§ **WHAT THE TASK ASKS**: For these records, count the lines containing the word "VISTAMONT" and respond with the number alone.

§ **TASK DATA**:
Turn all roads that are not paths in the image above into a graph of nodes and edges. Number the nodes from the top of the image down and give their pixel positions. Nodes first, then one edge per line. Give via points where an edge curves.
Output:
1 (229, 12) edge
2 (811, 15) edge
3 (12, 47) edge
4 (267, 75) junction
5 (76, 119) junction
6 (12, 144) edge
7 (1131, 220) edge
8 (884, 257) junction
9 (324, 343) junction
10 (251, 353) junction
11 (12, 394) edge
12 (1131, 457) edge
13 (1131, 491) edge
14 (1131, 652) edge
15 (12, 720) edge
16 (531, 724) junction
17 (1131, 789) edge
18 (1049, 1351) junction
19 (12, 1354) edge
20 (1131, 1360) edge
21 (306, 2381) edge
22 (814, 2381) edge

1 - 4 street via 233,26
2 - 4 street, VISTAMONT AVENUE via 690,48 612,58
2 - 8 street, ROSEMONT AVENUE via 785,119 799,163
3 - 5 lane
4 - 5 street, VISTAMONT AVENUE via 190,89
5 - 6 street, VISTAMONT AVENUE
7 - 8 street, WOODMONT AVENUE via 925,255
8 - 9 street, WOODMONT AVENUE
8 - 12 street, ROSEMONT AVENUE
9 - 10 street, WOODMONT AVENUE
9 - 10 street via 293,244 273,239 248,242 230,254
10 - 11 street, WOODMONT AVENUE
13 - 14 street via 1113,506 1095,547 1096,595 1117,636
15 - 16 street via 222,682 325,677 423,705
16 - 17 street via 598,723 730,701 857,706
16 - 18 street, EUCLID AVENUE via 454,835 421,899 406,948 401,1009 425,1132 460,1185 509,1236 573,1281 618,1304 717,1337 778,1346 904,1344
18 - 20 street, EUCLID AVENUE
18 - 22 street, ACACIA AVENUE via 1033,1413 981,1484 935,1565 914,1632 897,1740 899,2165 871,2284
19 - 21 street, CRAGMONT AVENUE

§ **EXERCISE RESPONSE**: 3